**Task details:**
Which lines in the records below include the word "junctions"? Report each of them in full.

Recorded data:

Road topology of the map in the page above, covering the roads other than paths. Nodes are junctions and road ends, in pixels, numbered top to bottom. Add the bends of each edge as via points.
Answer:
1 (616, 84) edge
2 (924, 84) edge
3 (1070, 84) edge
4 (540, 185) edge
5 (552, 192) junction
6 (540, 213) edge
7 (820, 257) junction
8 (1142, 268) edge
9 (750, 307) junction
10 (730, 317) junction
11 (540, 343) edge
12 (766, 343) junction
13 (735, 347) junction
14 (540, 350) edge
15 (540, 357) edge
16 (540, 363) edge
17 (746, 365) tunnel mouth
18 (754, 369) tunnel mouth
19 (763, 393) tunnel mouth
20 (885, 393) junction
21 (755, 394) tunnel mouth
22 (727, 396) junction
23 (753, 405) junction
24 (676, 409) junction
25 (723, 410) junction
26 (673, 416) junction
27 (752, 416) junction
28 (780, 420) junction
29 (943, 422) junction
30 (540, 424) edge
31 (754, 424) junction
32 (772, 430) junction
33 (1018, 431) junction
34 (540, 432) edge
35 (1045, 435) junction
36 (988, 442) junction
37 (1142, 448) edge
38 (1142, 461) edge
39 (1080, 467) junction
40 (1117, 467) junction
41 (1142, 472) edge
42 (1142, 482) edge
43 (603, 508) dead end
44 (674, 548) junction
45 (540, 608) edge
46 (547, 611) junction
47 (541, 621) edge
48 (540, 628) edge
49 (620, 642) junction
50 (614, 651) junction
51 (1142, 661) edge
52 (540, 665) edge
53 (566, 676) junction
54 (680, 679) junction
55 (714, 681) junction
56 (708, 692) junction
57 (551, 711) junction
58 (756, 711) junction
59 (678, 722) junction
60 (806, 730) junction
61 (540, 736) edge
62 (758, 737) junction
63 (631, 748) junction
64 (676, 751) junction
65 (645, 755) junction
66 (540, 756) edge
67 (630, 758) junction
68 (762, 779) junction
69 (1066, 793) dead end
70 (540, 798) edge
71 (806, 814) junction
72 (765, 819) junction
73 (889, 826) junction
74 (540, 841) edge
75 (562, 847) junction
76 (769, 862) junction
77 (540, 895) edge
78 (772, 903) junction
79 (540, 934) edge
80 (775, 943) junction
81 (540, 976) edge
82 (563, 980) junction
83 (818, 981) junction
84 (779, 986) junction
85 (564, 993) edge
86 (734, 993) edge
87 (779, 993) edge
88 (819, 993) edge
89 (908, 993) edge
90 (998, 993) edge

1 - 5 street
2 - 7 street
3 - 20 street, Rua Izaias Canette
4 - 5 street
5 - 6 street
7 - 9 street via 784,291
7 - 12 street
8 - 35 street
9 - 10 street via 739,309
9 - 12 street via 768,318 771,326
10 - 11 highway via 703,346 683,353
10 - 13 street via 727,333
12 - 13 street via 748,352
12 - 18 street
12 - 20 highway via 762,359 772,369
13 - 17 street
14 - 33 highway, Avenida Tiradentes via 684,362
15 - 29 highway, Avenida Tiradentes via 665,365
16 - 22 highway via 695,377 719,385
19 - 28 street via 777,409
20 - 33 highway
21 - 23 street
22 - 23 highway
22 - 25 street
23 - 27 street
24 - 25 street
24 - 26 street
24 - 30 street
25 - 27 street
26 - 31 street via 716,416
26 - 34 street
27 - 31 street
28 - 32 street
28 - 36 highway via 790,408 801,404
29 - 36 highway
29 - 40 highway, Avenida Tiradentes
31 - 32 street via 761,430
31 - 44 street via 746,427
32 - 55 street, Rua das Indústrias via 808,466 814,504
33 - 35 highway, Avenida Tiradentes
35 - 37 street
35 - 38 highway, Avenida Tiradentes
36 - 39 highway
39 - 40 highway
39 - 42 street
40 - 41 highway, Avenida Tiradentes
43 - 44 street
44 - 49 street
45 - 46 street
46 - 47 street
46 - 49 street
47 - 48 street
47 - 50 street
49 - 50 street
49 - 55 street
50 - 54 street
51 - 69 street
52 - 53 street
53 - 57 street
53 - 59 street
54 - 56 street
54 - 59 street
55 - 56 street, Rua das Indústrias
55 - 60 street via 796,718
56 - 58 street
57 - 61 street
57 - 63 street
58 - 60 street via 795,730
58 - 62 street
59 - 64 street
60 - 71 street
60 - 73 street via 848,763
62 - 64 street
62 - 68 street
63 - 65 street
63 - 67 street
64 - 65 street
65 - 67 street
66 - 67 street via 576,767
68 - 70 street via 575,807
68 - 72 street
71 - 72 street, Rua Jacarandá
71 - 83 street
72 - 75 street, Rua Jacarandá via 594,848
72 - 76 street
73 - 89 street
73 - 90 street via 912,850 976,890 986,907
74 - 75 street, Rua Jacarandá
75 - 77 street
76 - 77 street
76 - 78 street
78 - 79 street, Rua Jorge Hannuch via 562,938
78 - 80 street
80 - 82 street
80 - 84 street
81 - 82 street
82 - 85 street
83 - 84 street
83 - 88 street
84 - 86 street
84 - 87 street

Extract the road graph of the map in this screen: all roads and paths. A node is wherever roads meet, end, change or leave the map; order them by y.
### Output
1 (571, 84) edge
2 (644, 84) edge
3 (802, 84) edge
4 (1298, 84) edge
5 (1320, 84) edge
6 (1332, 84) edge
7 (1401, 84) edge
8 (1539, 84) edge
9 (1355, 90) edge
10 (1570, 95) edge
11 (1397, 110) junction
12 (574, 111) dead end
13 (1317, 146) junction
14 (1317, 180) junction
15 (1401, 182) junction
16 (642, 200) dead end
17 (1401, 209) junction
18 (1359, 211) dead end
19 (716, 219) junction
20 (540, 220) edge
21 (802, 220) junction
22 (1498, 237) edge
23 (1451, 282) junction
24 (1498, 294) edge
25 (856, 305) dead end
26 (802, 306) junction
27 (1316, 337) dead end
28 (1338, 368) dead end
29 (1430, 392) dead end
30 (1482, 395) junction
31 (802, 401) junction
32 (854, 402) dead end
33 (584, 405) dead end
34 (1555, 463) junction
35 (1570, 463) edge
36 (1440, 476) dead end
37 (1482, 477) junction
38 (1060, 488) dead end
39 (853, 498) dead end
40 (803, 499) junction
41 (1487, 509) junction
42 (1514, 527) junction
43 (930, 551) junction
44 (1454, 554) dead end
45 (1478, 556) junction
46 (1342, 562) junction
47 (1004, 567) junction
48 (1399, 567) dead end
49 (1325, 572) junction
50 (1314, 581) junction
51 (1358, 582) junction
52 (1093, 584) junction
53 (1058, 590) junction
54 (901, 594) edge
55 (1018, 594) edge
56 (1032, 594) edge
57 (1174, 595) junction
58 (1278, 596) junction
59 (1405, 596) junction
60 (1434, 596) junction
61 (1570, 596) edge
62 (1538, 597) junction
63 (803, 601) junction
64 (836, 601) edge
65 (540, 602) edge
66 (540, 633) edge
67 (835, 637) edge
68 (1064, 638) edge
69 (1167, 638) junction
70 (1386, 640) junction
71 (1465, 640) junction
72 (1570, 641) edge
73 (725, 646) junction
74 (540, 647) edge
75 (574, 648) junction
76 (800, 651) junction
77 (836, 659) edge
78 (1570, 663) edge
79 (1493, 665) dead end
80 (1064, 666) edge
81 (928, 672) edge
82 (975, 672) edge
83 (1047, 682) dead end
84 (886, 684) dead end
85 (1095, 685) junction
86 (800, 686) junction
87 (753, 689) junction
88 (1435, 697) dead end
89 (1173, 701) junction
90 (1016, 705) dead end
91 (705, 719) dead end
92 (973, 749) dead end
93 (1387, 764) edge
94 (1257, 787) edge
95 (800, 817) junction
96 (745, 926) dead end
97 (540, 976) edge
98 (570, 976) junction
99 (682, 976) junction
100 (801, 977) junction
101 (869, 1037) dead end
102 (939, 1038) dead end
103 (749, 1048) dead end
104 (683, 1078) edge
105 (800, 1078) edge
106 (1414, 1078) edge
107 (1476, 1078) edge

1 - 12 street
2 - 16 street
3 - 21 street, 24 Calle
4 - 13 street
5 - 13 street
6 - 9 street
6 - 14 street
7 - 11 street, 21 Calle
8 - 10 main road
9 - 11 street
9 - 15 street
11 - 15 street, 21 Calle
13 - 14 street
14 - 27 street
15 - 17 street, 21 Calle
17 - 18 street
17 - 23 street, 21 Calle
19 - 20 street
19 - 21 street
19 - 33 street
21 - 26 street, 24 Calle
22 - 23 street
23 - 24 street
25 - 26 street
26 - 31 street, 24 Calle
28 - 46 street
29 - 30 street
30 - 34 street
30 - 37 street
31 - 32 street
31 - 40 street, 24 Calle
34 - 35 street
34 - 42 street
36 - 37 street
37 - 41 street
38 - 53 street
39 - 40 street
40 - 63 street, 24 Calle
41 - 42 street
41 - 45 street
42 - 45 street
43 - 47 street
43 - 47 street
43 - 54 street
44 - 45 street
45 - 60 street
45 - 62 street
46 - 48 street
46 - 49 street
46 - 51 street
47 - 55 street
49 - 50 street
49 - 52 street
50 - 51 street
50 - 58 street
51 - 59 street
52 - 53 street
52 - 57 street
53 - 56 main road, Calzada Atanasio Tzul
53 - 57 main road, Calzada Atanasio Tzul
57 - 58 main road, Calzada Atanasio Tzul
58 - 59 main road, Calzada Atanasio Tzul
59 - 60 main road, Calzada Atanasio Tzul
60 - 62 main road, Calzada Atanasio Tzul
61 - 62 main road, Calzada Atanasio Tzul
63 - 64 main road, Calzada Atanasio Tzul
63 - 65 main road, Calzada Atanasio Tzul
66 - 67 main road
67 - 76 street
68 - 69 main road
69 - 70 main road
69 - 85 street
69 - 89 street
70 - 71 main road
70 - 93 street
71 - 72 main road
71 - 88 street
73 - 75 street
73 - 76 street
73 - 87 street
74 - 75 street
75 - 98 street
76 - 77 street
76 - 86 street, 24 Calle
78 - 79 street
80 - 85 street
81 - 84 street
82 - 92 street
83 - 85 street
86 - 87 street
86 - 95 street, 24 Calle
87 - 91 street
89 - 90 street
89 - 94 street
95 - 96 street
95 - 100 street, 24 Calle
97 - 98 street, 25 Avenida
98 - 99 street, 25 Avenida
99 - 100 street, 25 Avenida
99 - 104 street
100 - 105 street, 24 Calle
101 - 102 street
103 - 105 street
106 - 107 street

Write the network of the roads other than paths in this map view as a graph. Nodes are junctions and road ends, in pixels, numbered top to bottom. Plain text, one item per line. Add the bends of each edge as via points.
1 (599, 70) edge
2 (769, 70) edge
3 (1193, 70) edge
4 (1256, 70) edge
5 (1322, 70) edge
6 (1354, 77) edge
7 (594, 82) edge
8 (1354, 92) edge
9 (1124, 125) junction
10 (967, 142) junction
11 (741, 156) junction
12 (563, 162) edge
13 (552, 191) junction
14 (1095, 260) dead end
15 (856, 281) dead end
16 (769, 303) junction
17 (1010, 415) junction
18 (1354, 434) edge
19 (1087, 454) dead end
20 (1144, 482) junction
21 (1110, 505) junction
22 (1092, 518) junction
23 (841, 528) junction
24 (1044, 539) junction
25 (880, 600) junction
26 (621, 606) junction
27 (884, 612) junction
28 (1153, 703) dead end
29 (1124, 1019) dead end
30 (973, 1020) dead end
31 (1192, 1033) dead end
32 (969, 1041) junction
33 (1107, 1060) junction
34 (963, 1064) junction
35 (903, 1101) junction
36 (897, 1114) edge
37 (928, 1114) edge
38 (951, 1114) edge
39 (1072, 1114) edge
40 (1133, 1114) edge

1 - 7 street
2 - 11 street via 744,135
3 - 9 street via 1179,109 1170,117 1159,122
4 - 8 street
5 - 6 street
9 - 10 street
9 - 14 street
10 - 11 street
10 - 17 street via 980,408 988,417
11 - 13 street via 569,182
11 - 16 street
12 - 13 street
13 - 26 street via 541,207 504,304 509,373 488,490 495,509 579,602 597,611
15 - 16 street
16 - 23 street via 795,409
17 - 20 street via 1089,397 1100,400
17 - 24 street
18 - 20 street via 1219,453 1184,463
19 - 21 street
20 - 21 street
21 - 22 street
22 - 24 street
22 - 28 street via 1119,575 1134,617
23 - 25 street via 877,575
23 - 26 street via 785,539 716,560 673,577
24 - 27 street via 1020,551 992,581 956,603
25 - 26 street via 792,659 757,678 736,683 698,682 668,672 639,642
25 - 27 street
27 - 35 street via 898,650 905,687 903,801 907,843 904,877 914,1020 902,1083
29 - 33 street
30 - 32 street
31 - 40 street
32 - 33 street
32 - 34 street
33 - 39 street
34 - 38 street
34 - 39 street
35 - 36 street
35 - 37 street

**Response:**
Road topology of the map in the page above, covering the roads other than paths. Nodes are junctions and road ends, in pixels, numbered top to bottom. Add the bends of each edge as via points.
Write the network of the roads other than paths in this map view as a graph. Nodes are junctions and road ends, in pixels, numbered top to bottom. Plain text, one item per line. Add the bends of each edge as via points.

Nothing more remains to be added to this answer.